L'appartamento

The Apartment

USA - 1960
Bud Baxter, impiegato in una grande compagnia di assicurazioni, fa una rapida carriera, non per i suoi meriti personali, ma perché, avendo un appartamento da scapolo, ne concede l'uso ai superiori che vi incontrano le loro amichette. In tal modo egli si assicura la loro protezione. Lo stesso capo del personale, Sheldrake, ottiene un giorno da Bud la chiave dell'appartamento; ma questo scopre con profondo rammarico che l'amica di Sheldrake è Fran, una delle addette agli ascensori, ch'egli ama in segreto. Rientrando nell'appartamento, Bud vi trova Fran svenuta. La ragazza si è resa conto che Sheldrake, malgrado le precedenti promesse, non la sposerà, e disperata inghiotte dei sonniferi. Bud chiama un medico e prodiga alla fanciulla le più solerti cure, finchè la vede ristabilita, e poichè ella mostra di amare ancora Sheldrake, decide di salvarla sposandola. Ma quando si presenta al capo del personale per comunicargli i suoi propositi, questi lo previene dicendogli che ha deciso di far divorzio dalla moglie per sposare Fran. Alla fine Sheldrake chiede a Bud la chiave dell'appartamento; ma la richiesta provoca l'energica reazione dell'impiegato, il quale dichiara che non presterà più l'appartamento a nessuno, e contemporaneamente presenta le sue dimissioni dall'impiego. L'atteggiamento di Bud fa comprendere a Fran quanto sia profondo il suo amore per lei: ella tronca ogni relazione con Sheldrake e si rifugia nell'affetto di Bud, ch'ella ormai condivide.

CAST

NOTE

- VINCITORE DI 5 PREMI OSCAR 1961: MIGLIOR FILM, MIGLIOR REGIA, MIGLIOR SCENEGGIATURA ORIGINALE, MIGLIOR MONTAGGIO E MIGLIORE SCENOGRAFIA.

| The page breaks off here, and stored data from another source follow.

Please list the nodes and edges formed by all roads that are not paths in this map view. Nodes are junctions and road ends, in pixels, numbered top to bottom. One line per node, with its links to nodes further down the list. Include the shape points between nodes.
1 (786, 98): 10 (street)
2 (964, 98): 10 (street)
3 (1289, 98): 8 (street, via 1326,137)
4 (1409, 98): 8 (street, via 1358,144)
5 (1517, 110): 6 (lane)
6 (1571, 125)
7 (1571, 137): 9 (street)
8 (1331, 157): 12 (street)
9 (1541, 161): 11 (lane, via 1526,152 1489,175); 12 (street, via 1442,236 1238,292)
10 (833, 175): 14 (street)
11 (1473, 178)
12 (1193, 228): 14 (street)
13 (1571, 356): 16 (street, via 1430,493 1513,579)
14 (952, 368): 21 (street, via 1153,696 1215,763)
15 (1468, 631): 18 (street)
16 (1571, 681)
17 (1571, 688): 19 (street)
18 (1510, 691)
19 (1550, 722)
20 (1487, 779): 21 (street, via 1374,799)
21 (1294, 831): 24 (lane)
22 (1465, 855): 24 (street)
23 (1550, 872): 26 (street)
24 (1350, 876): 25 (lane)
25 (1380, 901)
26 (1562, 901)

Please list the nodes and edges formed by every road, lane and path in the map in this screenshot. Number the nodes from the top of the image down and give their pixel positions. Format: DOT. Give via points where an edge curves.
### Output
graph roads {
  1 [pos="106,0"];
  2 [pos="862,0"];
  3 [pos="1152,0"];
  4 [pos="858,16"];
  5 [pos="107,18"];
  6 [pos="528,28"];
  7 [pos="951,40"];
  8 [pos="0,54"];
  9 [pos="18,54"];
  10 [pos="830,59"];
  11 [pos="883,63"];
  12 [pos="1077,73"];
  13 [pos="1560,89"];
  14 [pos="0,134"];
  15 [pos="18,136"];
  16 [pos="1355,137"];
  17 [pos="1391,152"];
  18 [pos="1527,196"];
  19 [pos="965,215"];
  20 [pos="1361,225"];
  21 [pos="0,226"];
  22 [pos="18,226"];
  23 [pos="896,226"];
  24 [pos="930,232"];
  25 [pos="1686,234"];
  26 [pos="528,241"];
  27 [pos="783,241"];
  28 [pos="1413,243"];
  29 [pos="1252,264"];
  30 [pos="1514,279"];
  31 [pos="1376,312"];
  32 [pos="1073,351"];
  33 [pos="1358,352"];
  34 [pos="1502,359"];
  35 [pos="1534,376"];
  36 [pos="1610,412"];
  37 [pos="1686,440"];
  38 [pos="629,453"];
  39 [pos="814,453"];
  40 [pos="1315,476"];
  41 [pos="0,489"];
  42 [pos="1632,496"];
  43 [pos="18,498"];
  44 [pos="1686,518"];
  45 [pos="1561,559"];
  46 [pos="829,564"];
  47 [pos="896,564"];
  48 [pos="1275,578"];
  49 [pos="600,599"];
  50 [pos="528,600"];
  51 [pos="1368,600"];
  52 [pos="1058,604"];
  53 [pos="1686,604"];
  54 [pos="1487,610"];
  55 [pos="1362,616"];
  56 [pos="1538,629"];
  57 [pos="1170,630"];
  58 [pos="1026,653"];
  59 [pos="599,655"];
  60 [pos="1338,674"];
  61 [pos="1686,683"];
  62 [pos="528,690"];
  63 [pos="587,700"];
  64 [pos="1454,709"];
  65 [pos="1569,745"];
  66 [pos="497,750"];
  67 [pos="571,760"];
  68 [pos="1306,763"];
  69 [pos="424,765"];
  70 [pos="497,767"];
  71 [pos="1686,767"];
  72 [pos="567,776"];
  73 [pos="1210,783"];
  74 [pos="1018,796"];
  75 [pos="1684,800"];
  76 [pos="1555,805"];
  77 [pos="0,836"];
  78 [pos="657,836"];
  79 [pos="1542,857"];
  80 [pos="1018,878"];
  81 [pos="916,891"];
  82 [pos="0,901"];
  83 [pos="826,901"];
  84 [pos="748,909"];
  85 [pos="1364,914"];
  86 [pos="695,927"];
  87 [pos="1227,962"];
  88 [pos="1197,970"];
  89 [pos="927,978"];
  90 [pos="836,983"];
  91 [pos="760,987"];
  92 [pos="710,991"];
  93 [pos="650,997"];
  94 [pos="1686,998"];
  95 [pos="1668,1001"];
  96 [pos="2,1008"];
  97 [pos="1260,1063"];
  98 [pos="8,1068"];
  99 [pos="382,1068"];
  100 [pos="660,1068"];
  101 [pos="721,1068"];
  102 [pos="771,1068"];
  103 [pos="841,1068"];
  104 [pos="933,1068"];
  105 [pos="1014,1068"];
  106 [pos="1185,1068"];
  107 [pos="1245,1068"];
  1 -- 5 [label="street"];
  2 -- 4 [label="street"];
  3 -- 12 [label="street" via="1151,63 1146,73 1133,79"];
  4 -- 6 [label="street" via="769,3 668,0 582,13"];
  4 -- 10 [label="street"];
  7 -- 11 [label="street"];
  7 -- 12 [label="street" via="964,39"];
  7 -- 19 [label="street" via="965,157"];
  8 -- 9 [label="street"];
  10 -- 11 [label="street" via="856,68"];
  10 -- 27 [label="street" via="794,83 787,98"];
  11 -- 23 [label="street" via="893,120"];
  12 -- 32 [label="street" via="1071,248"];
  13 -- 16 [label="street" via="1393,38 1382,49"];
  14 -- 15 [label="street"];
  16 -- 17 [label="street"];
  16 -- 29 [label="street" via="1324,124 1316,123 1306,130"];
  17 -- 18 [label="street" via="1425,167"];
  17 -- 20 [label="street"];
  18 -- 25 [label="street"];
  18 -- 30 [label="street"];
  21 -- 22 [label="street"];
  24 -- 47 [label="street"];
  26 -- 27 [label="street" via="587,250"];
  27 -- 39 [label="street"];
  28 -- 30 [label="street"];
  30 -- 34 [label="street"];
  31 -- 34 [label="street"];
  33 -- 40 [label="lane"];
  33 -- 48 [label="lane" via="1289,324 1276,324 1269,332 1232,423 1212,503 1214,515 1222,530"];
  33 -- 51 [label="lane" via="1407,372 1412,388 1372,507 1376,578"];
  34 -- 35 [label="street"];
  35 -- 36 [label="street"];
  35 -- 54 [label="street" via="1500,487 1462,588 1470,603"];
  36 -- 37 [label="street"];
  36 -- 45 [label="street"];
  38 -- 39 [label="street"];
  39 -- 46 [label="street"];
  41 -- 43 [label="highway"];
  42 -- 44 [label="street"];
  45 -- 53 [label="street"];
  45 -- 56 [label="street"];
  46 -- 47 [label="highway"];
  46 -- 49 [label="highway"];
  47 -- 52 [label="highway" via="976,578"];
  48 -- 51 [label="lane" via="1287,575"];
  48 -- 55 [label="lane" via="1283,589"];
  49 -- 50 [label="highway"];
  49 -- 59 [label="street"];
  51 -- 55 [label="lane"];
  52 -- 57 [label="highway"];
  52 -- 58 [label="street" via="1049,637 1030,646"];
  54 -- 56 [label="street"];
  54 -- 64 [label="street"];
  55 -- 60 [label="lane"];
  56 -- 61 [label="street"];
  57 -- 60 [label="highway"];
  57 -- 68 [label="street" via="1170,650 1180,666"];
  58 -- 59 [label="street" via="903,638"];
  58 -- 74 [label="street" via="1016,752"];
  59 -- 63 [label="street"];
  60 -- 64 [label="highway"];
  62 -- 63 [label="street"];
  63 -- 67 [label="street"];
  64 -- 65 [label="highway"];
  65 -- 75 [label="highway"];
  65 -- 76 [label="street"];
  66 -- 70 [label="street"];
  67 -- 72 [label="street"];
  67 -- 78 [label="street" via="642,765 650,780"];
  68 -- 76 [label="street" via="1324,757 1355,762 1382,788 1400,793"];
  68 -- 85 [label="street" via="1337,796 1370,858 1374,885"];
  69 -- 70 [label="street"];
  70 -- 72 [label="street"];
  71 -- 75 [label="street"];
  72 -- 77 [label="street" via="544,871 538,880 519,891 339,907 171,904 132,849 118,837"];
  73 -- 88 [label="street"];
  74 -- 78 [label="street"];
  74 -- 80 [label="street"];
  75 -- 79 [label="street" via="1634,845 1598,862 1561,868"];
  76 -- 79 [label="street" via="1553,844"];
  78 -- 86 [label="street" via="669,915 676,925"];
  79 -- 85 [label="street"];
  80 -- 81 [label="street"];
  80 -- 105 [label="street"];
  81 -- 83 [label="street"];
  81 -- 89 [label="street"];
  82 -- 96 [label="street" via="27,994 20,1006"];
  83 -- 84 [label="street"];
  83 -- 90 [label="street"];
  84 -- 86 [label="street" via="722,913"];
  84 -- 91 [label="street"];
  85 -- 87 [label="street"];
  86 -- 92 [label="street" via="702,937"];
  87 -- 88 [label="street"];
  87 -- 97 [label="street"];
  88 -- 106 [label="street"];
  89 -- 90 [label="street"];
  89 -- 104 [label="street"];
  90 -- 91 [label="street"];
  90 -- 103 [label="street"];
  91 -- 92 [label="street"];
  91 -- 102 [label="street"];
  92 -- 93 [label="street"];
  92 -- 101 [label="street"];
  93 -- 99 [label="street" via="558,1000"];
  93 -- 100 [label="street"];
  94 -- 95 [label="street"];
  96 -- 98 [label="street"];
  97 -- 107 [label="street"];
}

- COPPA VOLPI COME MIGLIORE ATTRICE A SHIRLEY MACLAINE ALLA MOSTRA DI VENEZIA DEL 1960.

CRITICA

"Deliziosa commedia dolceamara di Billy Wilder, tremendamente cinica sotto la buccia buffa, sepolta da una pioggia di meritatissimi Oscar. Jack Lemmon e Shirley MacLaine formano un tandem leggero senza pari nella storia del cinema, ma anche il burbero Fred Mac Murray sa stare al gioco con classe sopraffina". (Massimo Bertarelli, 'Il giornale', 11 agosto 2000)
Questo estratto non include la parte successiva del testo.